A espada rasga os ares com a verborreia facínora, proporcional aos moinhos de vento que se vão levantando como gigantes por este país afora. Do comunismo, ao globalismo, das vacinas aos governadores, do STF à Anvisa, todos são inimigos e devem por isso ser combatidos com a galhardia de um cavaleiro andante, em busca do elo perdido que o deixou suspenso entre a razão e a insanidade. Até o pobre Rocinante tupiniquim, atordoado entre as distâncias percorridas e os objetivos alucinantes, perde o trote e dá sinais de um cansaço inevitável. O final libertador das loucuras do seu amo está próximo. Porém, o intrépido guerreiro, “cavaleiro de triste figura”, montado no equídeo bambo no poder que se esvai entre os dedos, ensaia os seus últimos atos capazes de enrobustecer Cervantes.

Quiséramos, os leitores deste trágico-cômico romance infelizmente repleto de realismo histórico, que os Sanchos Pança, companheiros do alucinado sinistro cavaleiro, possuíssem ao menos o feeling do fiel escudeiro de Dom Quixote de la Mancha! “ Que gigantes? - Disse Sancho Pança - Aqueles que ali vês - respondeu seu amo -, de longos braços, que alguns chegam a tê-los de quase duas léguas - Veja vossa mercê - respondeu Sancho - que aqueles que ali aparecem não são gigantes, e sim moinhos de vento, e o que neles parecem braços são as asas, que, empurradas pelo vento, fazem rodar a pedra do moinho”! Como o patético frenesim negacionista que cobre este país, reclama a presença de um Sancho que emita faíscas de bom senso e quiçá, ténue discernimento!

As batalhas travadas pelo quixote minúsculo da la Mancha do planalto central são infinitamente mais nefastas do que as narradas no célebre romance do século XVI. Sua espada ferindo os ares, ameaça de morte adultos e crianças, derruba matas, envenena agricultura, rouba a terra dos indígenas, desmonta conselhos e órgãos governamentais de fiscalização, envenena instituições democráticas e foge dos debates reais da sociedade do seu país. O seu alfanje enferrujado mata uma nação que embora gigante, não é um mero moinho de vento!

“O destino vai guiando as nossas coisas melhor do que pudéramos desejar; pois vê lá, amigo Sancho Pança, aqueles trinta ou pouco mais desaforados gigantes, com os quais penso travar batalha e tirar de todos a vida, com cujos despojos começaremos a enriquecer, pois esta é boa guerra, e é grande serviço de Deus varrer tão má semente da face da terra”. Tal como lá, há cá também um desejo mesquinho e perverso de submeter à vontade de um deus, patologias esquizofrênicas de fuga da realidade e incapacidade de elaborar conceitos e teorias que busquem soluções adequadas. Um soldado montado na efemeridade, que guerreia contra imunizantes, ao invés de fazê-lo contra o vírus, é bem mais perigoso que um pobre Quixote cavalgando o seu desnutrido cavalo!

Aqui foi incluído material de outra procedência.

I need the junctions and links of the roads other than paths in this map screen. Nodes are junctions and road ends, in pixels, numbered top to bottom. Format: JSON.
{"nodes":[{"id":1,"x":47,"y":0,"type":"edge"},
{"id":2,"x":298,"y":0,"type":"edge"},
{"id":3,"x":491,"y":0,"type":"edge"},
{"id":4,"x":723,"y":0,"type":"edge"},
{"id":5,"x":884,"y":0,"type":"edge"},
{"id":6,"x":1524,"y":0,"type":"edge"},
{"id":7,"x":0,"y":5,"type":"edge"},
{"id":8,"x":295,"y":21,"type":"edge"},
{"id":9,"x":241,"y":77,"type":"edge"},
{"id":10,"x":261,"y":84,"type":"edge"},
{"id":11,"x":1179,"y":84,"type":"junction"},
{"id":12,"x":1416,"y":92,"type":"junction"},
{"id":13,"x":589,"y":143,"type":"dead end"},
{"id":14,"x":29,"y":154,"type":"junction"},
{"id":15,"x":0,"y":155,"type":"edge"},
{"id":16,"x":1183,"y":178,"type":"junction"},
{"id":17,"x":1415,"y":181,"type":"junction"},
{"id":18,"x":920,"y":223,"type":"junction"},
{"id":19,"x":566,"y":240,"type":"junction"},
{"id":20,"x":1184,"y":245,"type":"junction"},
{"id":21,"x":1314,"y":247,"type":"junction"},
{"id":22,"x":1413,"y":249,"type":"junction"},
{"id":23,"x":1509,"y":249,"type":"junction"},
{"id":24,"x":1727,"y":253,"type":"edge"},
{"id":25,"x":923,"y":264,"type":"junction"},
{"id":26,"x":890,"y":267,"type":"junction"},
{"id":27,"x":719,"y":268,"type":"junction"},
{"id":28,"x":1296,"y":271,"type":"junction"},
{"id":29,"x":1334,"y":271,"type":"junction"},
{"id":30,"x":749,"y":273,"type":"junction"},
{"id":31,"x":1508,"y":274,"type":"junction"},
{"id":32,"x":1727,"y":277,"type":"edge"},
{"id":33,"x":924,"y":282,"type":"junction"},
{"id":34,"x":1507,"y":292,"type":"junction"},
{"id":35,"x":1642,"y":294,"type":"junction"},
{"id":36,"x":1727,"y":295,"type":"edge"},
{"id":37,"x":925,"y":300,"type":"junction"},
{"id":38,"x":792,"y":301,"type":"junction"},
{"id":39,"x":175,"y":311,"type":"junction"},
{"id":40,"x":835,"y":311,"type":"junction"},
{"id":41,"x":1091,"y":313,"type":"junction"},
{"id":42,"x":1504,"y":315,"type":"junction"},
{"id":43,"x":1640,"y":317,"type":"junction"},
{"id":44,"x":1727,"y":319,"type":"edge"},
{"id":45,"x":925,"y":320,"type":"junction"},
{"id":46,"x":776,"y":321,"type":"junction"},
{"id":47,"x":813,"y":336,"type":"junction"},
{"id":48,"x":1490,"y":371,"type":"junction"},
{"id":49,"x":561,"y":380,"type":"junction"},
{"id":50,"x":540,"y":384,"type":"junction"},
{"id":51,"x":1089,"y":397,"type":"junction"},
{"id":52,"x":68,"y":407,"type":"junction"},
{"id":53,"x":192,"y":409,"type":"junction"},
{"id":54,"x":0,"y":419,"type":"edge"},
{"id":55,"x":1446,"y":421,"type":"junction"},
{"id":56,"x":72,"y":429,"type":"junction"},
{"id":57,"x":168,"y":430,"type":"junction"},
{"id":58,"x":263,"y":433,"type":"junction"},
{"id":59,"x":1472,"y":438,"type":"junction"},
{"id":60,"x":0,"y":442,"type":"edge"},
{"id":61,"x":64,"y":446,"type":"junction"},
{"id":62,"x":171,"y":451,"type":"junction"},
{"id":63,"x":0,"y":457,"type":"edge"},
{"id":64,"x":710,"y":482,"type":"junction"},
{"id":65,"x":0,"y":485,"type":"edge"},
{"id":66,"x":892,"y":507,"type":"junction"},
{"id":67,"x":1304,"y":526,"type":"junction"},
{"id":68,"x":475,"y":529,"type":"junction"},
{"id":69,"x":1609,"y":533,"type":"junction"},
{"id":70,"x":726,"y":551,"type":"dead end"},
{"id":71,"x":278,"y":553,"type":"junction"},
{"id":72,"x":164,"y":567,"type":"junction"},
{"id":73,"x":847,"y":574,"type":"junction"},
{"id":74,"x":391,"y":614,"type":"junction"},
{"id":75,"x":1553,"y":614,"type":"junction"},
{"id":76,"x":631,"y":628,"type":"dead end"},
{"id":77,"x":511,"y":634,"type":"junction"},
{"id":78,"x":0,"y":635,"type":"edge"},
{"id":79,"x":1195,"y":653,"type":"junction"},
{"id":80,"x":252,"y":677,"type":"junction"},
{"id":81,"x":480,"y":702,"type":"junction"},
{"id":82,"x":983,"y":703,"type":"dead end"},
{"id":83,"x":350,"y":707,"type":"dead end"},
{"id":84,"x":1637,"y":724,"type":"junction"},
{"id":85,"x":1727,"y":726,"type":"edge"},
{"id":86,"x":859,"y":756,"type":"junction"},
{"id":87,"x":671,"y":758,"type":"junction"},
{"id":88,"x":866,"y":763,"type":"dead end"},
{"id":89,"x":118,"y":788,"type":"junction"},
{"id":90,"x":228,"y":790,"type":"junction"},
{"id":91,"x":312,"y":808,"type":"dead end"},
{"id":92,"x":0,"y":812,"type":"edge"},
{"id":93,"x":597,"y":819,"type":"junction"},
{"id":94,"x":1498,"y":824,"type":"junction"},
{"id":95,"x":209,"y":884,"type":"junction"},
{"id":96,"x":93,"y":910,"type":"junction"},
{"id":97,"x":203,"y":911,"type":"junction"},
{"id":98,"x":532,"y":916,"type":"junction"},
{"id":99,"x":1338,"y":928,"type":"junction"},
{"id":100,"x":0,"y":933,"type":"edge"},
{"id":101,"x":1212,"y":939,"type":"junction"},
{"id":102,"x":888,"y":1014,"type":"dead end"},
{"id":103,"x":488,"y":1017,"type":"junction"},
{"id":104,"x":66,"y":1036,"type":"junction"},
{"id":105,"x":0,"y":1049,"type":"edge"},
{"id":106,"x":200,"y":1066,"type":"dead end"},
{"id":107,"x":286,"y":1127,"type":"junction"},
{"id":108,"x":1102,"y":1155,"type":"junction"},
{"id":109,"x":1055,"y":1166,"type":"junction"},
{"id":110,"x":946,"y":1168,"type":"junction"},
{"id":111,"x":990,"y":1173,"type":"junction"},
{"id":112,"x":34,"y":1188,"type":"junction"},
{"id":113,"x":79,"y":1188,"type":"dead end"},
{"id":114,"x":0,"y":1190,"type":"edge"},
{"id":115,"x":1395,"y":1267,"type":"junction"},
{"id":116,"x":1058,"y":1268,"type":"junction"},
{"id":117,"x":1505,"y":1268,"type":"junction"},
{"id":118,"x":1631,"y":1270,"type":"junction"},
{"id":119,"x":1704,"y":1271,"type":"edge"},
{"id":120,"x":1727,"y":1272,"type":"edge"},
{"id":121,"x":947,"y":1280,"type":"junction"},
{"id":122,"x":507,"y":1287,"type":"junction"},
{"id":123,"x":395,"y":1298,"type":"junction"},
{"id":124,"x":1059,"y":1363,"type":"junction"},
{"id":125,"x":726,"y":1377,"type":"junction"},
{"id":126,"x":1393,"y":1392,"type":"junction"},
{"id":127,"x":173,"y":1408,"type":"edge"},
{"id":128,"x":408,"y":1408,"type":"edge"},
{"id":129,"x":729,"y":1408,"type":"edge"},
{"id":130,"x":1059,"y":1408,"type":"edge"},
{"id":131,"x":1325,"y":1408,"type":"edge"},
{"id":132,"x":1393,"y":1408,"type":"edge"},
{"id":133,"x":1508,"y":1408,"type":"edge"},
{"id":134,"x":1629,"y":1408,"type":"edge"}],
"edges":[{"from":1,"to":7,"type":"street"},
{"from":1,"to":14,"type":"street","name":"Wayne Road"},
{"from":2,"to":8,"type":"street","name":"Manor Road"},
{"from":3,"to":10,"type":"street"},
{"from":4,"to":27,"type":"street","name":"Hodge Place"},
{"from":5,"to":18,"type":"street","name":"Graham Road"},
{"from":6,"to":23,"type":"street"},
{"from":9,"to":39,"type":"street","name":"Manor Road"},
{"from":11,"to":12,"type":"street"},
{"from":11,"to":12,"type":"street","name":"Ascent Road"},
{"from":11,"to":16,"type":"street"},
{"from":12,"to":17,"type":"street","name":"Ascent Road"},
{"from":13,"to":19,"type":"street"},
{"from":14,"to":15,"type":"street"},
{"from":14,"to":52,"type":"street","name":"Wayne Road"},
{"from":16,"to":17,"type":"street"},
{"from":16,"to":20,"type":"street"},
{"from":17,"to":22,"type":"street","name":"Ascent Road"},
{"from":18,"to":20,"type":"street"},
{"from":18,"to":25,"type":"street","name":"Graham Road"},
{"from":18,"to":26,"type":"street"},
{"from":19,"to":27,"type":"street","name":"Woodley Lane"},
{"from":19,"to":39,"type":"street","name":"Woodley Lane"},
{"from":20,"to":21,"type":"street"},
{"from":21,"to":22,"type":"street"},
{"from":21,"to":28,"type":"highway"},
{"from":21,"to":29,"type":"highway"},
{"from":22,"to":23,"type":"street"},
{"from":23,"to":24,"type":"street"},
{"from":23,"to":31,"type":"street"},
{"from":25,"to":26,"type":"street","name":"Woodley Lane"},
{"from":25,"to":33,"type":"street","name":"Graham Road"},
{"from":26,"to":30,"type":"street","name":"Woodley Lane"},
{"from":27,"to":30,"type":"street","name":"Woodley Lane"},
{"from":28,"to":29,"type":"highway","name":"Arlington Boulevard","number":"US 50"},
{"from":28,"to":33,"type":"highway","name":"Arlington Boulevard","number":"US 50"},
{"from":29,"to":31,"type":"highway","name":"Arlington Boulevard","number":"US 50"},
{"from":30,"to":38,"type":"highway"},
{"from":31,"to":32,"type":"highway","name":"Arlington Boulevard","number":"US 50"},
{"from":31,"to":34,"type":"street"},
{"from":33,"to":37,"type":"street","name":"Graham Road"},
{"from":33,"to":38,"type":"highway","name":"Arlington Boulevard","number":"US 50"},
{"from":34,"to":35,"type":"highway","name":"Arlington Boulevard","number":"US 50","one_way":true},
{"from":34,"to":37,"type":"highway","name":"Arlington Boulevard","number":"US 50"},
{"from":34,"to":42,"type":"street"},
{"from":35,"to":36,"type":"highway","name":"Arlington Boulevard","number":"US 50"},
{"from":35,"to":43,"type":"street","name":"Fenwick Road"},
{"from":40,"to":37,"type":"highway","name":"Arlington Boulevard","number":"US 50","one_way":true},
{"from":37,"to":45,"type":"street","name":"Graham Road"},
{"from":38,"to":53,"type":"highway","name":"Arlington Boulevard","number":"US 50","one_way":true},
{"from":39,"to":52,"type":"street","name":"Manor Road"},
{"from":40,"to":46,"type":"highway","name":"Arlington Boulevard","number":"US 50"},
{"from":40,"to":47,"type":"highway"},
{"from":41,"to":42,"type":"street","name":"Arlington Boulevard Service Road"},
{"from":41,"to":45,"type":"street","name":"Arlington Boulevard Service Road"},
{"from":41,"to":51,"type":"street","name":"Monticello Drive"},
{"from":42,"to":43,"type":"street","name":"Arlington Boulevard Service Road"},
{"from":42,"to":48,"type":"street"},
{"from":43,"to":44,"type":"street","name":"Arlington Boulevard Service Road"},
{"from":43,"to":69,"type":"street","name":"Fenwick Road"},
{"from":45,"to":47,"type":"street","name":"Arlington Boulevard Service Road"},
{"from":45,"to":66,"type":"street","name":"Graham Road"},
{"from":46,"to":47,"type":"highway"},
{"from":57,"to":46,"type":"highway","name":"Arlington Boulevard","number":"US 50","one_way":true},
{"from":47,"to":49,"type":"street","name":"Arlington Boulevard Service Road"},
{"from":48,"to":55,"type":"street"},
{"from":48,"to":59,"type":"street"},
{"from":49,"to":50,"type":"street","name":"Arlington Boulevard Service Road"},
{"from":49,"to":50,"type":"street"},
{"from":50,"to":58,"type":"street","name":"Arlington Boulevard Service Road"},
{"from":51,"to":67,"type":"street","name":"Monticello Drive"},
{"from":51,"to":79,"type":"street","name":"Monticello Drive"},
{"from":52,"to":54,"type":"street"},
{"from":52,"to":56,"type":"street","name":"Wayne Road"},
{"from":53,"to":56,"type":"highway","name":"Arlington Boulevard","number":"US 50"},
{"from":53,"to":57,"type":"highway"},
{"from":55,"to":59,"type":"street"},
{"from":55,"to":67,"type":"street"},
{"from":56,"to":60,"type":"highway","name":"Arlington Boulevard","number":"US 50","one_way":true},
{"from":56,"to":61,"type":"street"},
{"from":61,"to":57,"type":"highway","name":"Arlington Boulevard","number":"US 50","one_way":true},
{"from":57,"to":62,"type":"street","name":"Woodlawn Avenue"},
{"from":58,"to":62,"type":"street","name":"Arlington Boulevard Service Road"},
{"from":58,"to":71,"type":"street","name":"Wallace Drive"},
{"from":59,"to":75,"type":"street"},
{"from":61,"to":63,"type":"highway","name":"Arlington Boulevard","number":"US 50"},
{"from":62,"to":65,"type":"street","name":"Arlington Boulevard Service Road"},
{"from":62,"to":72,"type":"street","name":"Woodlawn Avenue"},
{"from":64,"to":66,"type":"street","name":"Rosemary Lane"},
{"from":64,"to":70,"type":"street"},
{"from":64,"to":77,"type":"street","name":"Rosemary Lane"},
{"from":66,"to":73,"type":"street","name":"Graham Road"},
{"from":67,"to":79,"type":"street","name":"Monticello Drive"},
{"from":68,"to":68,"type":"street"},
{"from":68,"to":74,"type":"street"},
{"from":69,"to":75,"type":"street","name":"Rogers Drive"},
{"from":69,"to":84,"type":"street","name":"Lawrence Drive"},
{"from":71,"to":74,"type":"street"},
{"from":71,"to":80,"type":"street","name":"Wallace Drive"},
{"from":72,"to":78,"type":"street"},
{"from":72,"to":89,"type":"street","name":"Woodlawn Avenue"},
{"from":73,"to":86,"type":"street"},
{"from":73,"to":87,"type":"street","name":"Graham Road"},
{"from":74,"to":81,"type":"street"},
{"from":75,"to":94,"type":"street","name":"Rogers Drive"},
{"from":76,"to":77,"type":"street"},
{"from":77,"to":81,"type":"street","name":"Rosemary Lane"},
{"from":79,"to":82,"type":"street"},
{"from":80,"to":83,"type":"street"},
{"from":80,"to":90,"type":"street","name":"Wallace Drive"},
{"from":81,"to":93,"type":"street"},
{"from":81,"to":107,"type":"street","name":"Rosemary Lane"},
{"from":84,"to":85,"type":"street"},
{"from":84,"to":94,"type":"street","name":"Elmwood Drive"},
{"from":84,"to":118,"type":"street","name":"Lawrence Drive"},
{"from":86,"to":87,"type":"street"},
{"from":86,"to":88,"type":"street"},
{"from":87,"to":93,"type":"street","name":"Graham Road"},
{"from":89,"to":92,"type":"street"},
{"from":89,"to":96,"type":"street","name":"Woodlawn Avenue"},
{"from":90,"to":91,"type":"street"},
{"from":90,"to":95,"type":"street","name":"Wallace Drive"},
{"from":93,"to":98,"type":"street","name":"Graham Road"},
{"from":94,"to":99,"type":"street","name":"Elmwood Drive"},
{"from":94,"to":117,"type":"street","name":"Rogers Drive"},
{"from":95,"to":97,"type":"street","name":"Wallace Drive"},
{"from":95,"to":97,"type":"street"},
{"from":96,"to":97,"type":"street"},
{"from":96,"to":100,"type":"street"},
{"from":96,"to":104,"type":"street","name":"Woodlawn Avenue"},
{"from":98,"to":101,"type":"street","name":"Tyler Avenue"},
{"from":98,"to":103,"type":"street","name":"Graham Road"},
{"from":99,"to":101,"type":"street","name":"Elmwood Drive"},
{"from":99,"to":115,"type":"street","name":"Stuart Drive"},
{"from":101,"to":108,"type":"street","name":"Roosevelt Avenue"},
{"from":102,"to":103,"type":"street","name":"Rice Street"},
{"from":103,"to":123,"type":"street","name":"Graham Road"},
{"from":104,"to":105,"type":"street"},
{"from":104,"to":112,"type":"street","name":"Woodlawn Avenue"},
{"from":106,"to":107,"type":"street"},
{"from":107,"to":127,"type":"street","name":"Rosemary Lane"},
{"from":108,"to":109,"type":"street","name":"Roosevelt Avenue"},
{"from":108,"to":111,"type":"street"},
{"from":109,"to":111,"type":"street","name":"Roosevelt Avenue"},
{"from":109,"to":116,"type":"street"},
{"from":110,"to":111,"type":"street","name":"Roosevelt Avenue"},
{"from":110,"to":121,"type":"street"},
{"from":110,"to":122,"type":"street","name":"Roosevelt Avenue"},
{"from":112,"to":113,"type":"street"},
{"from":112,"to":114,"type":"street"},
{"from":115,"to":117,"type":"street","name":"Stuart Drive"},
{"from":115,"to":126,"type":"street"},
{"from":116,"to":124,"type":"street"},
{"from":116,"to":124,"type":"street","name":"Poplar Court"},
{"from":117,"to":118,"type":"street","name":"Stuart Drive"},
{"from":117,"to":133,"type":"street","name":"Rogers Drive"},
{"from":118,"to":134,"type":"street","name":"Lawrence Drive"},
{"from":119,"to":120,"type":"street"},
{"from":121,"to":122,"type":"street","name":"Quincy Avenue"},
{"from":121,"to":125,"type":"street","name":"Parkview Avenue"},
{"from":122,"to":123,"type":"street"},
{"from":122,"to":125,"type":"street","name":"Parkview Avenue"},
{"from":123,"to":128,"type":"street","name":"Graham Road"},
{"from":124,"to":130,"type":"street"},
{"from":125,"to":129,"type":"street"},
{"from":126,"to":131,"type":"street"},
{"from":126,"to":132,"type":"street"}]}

Poderia este fantasmagórico beligerante alcançar os seus objetivos fatais sem a subserviência cega dos auxiliares de plantão? De fato, o Brasil ficaria grato se neste complô contra a vida, os atuais Sanchos Pança montados em decrépitos jumentos, assinassem a sentença do original escudeiro: “Esse meu mestre, por mil sinais, foi visto como um lunático, e também eu não fiquei para trás, pois sou mais pateta que ele, já que o sigo e o sirvo”! Contudo, os serviçais que em troca de migalhas ou fascinados pelo poder não interrompem os atos da loucura, recusando-se a serem deles cúmplices, ficarão registrados na história como personagens patéticos e corresponsáveis pelas consequências nefastas.

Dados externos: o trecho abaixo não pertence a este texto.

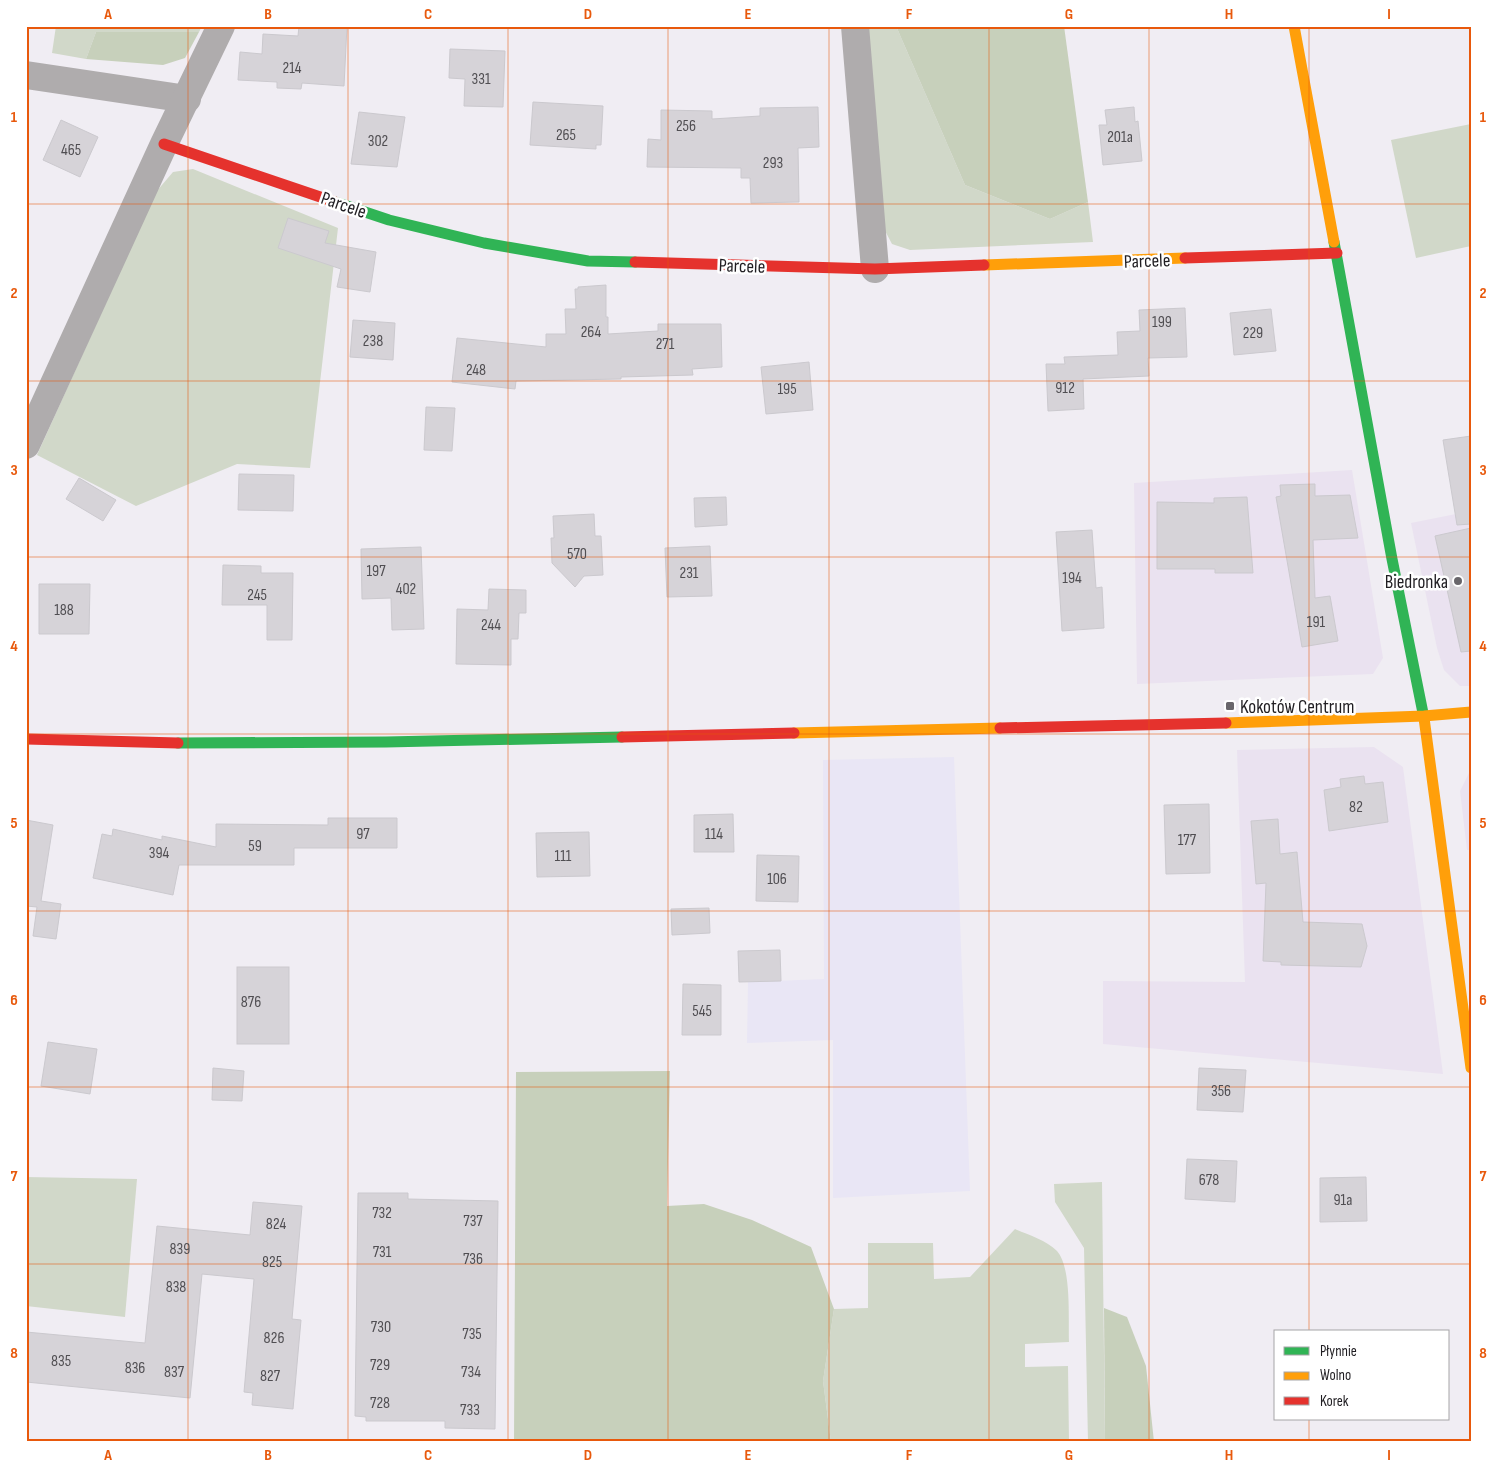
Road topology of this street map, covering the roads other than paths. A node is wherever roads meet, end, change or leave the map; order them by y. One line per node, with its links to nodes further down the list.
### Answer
1 (221, 26): 5 (street)
2 (855, 26): 8 (street)
3 (1294, 26): 7 (street)
4 (26, 75): 5 (street)
5 (187, 99): 6 (street)
6 (164, 144): 8 (street, Parcele); 9 (street)
7 (1337, 253): 8 (street, Parcele); 11 (street)
8 (875, 269)
9 (26, 445)
10 (1471, 712): 11 (street)
11 (1424, 716): 12 (street); 13 (street)
12 (26, 739)
13 (1471, 1068)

O cavaleiro que dorme de armadura e espada em riste, sempre pronto a enfrentar os inimigos, eleitos diariamente, consome as energias com um belicismo estéril e expõe a sacralidade republicana do seu cargo. Ao contrário da consagrada obra espanhola, o nosso dom quixote é um perigo à solta, ao se encarnar como salvador de uma epistemologia fake e hipócrita, arruinando a cultura e a educação de um povo. Pelas estradas deste país medievalizado, a figura de um alucinado esbravejando contra a ciência, as universidades, os meios de comunicação e a própria democracia só chama a atenção por uma razão: não é levado a sério o suficiente para ser incomodado!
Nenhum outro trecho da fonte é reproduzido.